_DESCRIPTION OF THE TASK_. Find how many lines below hold "turn", then state that number by itself.

_DATA FOR REVIEW_.
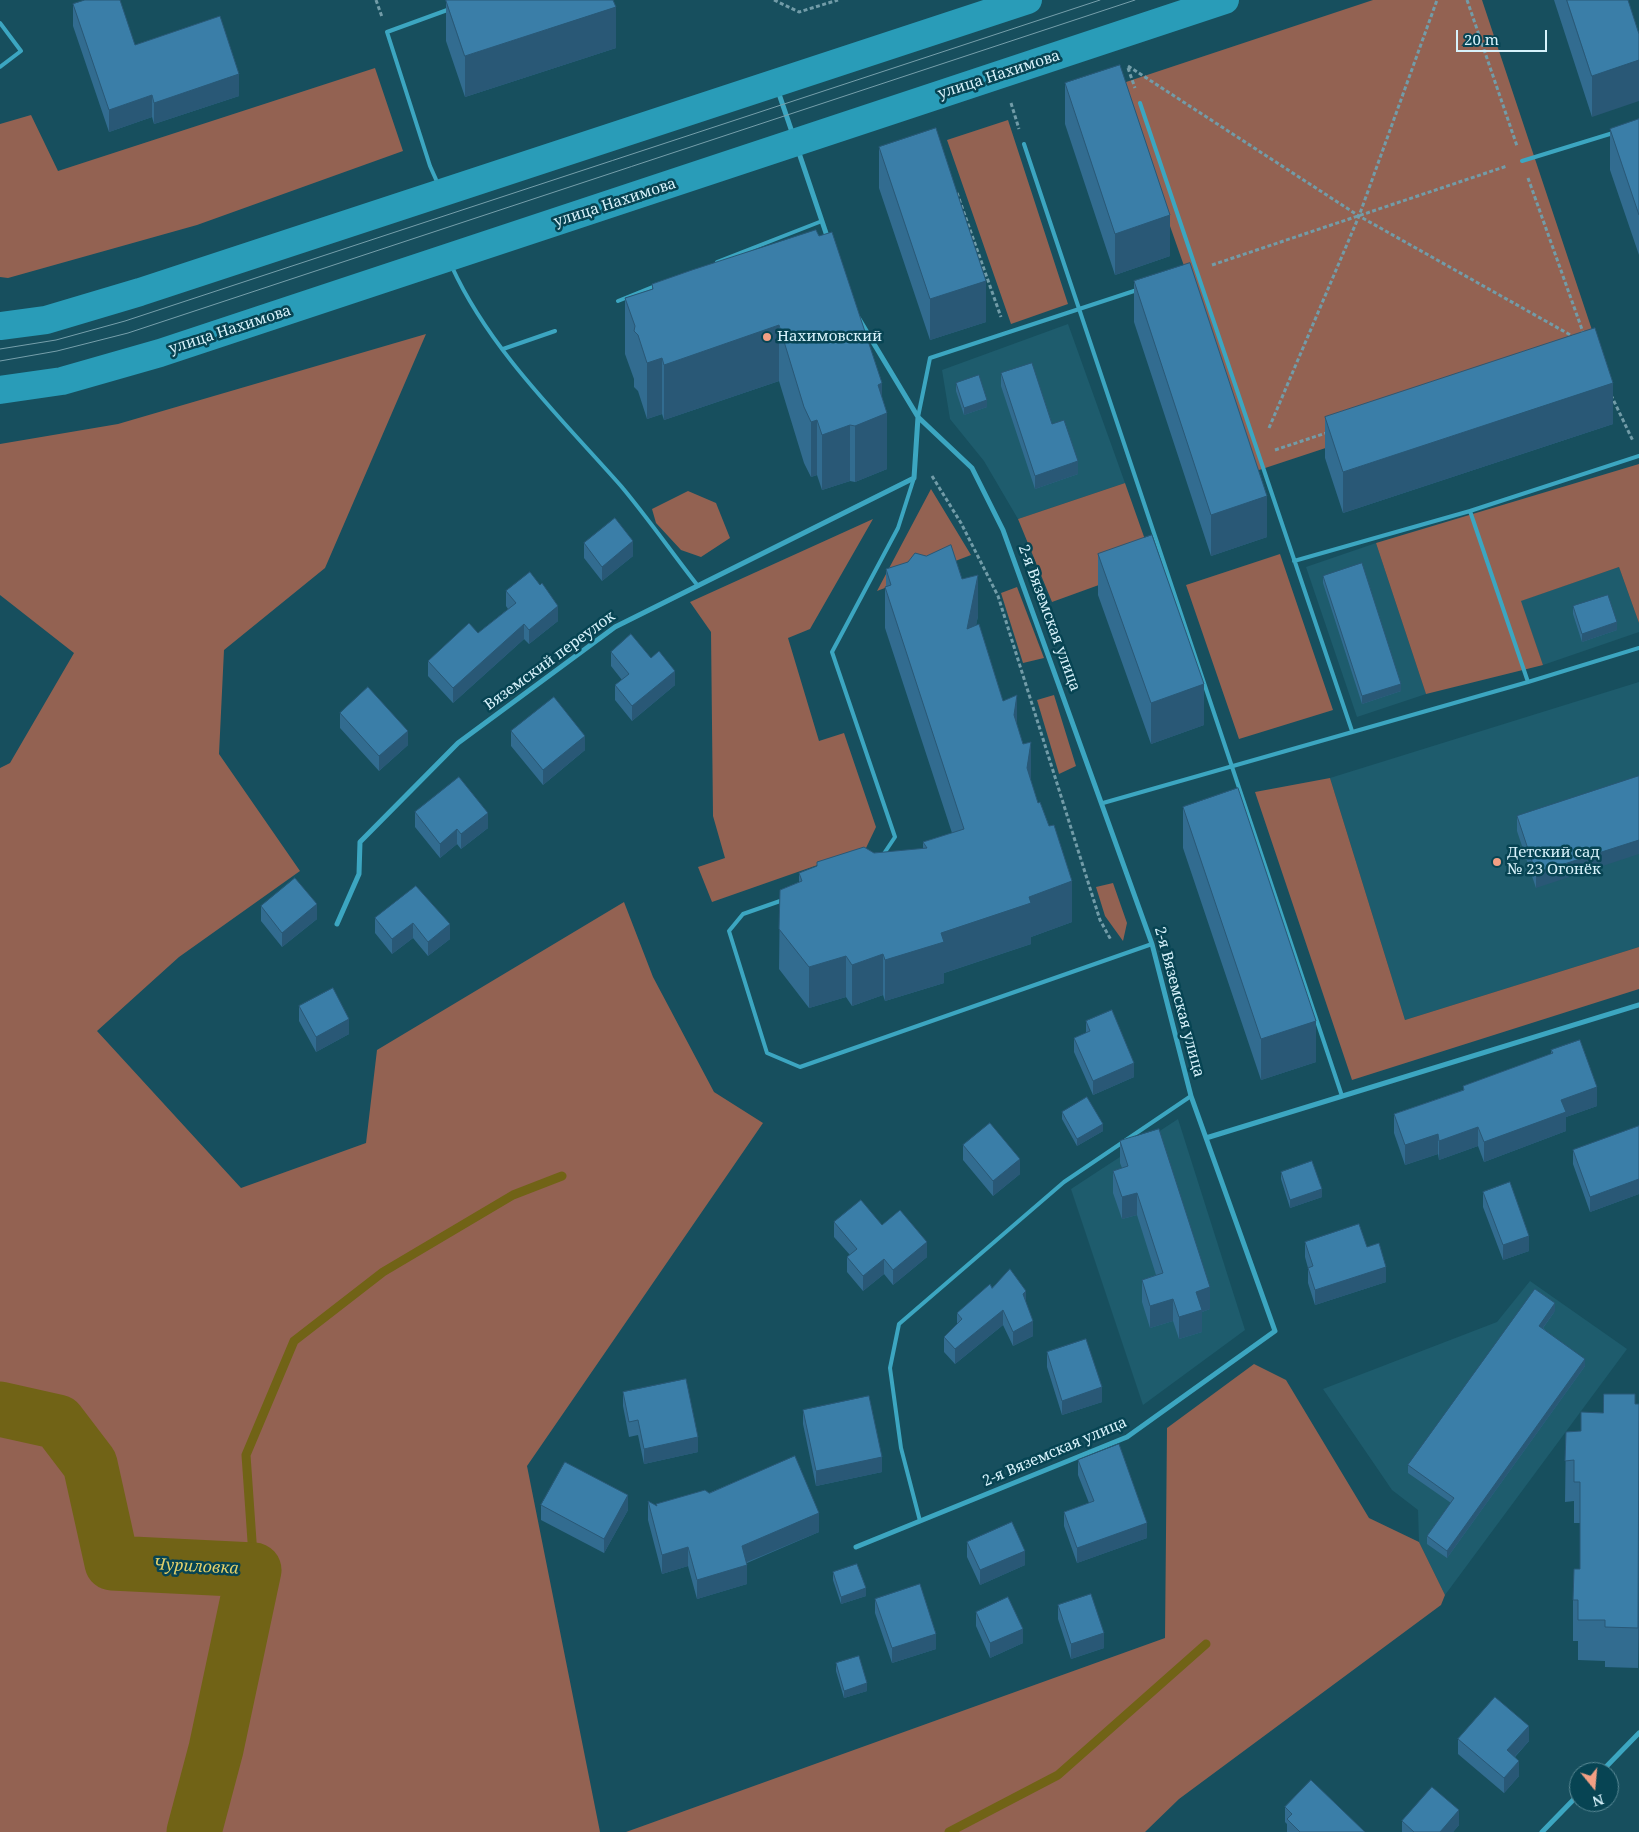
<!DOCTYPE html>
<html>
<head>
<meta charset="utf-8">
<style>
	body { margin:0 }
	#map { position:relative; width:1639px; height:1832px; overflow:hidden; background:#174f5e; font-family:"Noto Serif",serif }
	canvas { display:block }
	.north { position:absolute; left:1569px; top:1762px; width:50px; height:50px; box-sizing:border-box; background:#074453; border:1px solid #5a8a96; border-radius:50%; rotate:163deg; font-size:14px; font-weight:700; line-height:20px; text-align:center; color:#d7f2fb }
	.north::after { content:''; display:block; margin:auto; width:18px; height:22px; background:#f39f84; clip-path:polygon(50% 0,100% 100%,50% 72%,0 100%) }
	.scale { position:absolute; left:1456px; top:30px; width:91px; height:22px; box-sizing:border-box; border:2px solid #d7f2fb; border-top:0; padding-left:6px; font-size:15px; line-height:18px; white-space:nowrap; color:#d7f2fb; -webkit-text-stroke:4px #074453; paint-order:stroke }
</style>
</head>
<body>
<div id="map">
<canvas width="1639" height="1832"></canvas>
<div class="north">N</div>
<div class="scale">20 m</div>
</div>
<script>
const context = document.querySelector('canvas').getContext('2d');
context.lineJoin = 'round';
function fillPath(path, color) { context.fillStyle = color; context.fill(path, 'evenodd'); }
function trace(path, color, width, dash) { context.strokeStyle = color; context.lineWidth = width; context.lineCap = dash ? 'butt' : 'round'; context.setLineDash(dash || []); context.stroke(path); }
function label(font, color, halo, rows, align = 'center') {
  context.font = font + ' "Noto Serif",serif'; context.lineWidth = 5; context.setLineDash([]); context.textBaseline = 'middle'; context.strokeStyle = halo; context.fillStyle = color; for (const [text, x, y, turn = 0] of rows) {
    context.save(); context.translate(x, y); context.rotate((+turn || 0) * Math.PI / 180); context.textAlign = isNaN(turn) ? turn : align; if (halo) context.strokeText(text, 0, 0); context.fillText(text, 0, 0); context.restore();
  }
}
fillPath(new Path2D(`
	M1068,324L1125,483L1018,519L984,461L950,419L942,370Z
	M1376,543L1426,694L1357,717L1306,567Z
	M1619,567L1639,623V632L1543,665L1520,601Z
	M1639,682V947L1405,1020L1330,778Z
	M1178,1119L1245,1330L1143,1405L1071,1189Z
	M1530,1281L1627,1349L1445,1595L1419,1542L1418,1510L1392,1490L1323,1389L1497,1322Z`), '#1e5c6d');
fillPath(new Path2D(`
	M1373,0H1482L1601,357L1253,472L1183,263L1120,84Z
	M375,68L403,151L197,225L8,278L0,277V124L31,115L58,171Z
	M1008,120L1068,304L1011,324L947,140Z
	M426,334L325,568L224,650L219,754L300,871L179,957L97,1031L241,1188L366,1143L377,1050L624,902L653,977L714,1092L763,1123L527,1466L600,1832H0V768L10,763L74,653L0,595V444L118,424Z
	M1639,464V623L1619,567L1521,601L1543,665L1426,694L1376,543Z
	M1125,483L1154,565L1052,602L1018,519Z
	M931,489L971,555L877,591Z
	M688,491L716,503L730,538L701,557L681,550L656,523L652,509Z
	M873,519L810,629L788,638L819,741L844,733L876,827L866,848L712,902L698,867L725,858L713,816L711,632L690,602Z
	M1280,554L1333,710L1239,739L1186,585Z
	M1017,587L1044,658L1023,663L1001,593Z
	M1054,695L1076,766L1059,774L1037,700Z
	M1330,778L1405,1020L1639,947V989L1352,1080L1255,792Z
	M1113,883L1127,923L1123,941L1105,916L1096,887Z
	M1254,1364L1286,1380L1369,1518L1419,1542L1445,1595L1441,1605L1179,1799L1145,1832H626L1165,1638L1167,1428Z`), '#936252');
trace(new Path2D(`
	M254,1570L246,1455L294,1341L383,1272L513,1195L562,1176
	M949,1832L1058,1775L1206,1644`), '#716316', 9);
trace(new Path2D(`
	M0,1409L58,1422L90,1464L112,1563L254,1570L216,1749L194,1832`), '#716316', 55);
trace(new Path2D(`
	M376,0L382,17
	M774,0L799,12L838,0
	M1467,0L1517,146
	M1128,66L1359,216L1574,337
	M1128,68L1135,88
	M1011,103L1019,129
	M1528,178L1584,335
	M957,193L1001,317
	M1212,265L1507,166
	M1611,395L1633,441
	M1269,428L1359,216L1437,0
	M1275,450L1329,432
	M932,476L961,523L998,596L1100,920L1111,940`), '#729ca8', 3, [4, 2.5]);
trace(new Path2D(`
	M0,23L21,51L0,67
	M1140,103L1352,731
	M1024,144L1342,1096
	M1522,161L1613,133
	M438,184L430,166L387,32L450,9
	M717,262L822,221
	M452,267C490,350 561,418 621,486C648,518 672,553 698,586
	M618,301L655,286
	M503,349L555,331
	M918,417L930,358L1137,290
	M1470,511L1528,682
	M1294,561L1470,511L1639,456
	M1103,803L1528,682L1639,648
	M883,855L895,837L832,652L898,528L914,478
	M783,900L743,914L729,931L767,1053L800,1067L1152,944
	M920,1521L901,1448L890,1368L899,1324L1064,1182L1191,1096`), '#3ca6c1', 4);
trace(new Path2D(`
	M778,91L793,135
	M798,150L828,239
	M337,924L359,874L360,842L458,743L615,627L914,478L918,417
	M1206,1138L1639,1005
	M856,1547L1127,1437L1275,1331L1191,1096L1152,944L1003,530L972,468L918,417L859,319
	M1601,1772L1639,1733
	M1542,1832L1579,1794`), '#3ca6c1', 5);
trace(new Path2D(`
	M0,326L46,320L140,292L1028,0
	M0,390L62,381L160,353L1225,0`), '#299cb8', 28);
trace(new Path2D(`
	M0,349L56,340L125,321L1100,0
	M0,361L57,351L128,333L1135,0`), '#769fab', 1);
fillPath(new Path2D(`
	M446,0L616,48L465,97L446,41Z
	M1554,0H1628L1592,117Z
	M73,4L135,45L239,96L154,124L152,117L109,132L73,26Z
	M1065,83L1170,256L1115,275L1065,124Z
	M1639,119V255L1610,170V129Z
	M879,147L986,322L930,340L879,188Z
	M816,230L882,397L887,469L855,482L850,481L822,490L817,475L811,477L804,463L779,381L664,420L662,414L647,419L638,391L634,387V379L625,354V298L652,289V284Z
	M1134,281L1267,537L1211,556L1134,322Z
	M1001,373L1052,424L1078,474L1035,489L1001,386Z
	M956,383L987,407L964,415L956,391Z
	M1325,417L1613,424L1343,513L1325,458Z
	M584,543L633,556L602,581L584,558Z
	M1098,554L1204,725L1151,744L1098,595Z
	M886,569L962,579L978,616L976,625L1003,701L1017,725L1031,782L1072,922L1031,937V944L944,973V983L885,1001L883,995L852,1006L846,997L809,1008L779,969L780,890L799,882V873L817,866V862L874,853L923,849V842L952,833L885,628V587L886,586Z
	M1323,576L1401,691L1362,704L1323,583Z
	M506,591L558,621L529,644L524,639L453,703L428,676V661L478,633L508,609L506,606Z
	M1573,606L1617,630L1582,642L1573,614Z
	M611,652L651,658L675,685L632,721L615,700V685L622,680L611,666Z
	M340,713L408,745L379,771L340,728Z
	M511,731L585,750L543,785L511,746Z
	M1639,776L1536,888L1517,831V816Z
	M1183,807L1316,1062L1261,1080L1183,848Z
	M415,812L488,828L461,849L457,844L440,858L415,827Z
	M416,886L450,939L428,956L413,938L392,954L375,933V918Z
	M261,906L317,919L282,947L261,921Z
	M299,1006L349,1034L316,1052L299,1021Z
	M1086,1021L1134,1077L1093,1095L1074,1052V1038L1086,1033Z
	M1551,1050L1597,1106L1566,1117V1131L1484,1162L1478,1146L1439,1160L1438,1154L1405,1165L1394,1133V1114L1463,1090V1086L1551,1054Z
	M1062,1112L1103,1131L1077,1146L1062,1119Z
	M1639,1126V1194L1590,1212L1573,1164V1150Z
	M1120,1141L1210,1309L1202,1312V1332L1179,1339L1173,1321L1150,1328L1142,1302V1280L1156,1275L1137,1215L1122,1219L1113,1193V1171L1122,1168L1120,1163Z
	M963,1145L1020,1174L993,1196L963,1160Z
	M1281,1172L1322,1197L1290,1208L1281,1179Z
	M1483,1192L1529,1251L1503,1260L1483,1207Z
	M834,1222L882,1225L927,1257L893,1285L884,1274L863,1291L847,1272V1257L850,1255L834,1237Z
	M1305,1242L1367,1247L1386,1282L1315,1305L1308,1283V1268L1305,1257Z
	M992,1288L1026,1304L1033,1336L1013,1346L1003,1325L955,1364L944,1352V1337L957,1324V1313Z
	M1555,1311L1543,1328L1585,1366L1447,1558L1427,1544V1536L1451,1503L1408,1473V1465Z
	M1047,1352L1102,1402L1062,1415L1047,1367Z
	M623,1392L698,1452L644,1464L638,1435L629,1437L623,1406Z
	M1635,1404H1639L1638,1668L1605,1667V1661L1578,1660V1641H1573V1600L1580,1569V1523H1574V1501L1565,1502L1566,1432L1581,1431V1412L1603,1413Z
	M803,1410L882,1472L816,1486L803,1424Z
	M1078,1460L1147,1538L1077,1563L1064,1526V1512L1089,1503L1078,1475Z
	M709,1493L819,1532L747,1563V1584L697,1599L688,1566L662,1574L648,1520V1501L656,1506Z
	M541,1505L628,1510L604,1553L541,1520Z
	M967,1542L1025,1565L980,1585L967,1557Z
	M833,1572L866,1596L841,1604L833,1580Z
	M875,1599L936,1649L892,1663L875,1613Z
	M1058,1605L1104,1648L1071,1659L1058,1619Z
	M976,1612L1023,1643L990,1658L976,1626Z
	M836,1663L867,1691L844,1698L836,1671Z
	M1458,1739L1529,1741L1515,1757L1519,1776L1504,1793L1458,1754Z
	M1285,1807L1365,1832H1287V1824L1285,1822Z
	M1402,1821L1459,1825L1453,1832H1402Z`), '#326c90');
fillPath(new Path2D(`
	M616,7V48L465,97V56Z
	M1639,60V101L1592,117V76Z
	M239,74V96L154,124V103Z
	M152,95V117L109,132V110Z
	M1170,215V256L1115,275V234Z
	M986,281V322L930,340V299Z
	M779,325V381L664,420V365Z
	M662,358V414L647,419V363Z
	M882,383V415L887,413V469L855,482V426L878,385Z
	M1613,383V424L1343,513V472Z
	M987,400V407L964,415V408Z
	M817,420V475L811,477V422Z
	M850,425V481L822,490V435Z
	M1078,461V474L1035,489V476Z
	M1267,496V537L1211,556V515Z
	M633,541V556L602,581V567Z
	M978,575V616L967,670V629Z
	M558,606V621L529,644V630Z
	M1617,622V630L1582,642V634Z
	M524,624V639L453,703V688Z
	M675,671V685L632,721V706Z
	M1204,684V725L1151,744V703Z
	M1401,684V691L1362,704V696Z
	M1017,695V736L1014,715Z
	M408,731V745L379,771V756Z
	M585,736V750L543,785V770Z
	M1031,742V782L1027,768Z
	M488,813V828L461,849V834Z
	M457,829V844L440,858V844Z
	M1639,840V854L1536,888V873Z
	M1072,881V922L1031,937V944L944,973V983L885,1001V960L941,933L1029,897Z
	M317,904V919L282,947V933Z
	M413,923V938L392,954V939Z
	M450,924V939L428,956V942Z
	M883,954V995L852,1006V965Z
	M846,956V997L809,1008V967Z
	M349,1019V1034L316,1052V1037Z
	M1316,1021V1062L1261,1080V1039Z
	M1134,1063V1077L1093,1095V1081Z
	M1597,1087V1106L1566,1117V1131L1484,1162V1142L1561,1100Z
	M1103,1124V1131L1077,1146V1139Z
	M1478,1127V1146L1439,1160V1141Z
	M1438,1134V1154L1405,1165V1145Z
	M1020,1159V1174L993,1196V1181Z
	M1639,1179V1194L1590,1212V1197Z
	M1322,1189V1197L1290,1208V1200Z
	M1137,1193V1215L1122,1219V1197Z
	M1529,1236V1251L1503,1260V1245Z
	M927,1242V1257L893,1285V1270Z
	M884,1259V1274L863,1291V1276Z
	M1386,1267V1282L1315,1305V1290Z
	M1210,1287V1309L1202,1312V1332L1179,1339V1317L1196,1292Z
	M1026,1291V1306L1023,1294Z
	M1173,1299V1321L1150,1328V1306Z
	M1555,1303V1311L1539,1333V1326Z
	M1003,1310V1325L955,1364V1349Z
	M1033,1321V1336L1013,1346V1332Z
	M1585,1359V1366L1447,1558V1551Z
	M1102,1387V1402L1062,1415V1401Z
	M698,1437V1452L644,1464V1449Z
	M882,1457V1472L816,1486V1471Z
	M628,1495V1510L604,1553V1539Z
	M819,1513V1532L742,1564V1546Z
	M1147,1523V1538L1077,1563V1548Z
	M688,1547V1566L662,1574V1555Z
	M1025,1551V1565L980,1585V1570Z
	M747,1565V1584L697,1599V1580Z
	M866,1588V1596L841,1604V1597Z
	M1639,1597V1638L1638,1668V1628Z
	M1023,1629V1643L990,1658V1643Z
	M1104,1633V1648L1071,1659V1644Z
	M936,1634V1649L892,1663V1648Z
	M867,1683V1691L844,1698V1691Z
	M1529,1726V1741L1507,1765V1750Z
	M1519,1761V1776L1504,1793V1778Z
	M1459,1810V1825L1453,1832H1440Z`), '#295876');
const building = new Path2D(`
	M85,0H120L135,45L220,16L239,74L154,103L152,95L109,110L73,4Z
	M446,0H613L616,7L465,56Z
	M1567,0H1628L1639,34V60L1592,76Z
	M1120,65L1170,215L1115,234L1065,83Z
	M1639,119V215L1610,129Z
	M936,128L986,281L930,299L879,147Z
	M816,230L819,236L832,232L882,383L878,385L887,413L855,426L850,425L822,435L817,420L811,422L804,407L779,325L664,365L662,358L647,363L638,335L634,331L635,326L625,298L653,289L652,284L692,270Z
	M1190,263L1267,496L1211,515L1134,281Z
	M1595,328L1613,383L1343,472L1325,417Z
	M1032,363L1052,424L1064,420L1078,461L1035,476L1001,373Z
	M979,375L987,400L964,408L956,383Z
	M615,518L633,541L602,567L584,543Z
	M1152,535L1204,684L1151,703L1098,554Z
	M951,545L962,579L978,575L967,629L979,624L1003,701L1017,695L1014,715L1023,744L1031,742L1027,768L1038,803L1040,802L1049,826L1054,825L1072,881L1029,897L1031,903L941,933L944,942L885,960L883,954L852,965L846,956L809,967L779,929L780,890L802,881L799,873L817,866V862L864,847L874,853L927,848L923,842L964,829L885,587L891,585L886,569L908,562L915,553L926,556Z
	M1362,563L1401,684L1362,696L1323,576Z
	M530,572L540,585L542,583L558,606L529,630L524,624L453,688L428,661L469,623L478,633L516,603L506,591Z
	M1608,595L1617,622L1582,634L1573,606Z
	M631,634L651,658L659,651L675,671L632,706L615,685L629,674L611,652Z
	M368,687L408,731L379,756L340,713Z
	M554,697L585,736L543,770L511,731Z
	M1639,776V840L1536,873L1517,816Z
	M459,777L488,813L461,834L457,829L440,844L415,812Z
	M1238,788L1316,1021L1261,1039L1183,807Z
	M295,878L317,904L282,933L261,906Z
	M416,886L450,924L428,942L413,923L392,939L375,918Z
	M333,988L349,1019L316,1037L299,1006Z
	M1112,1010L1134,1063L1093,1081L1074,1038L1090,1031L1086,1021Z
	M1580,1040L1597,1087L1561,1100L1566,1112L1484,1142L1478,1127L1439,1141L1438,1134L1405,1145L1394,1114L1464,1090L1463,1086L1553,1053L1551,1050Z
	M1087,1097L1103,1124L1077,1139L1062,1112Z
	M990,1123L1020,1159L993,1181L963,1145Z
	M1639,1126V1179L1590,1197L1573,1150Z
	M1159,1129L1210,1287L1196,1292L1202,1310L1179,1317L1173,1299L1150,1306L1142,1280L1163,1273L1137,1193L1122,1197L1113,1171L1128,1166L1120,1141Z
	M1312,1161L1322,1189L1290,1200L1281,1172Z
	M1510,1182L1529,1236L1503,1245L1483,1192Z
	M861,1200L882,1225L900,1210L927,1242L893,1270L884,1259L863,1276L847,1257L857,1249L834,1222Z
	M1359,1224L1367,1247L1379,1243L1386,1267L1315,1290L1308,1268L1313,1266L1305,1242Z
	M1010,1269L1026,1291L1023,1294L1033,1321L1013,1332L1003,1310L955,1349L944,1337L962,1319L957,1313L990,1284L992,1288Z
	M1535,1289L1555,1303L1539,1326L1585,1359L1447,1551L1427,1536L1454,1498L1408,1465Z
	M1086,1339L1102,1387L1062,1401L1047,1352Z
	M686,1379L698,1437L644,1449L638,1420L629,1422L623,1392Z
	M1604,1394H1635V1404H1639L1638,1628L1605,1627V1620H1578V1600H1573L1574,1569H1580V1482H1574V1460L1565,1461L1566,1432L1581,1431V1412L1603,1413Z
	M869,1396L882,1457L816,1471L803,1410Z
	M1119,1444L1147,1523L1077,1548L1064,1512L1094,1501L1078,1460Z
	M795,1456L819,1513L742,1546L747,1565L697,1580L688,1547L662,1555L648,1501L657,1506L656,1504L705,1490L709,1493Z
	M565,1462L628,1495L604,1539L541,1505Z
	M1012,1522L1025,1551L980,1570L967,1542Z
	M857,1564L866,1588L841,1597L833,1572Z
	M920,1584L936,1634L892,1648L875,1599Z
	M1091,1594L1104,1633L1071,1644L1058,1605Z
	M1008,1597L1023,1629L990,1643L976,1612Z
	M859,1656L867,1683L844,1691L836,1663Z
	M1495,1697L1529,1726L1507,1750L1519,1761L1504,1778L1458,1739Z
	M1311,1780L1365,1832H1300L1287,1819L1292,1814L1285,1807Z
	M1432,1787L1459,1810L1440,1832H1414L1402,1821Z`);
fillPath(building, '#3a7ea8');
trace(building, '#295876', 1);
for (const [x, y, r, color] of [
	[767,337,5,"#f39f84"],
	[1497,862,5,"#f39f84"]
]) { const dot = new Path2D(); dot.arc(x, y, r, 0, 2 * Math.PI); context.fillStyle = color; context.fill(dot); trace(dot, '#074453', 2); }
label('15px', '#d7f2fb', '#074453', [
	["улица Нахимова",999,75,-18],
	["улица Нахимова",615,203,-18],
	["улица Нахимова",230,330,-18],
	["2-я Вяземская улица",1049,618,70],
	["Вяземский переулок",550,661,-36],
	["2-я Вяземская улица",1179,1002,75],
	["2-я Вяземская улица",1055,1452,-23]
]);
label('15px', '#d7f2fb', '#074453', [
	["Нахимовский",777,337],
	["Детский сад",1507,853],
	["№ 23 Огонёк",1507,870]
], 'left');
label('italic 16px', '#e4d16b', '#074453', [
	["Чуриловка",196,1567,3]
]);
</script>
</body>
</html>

_WRITTEN RESPONSE_. 2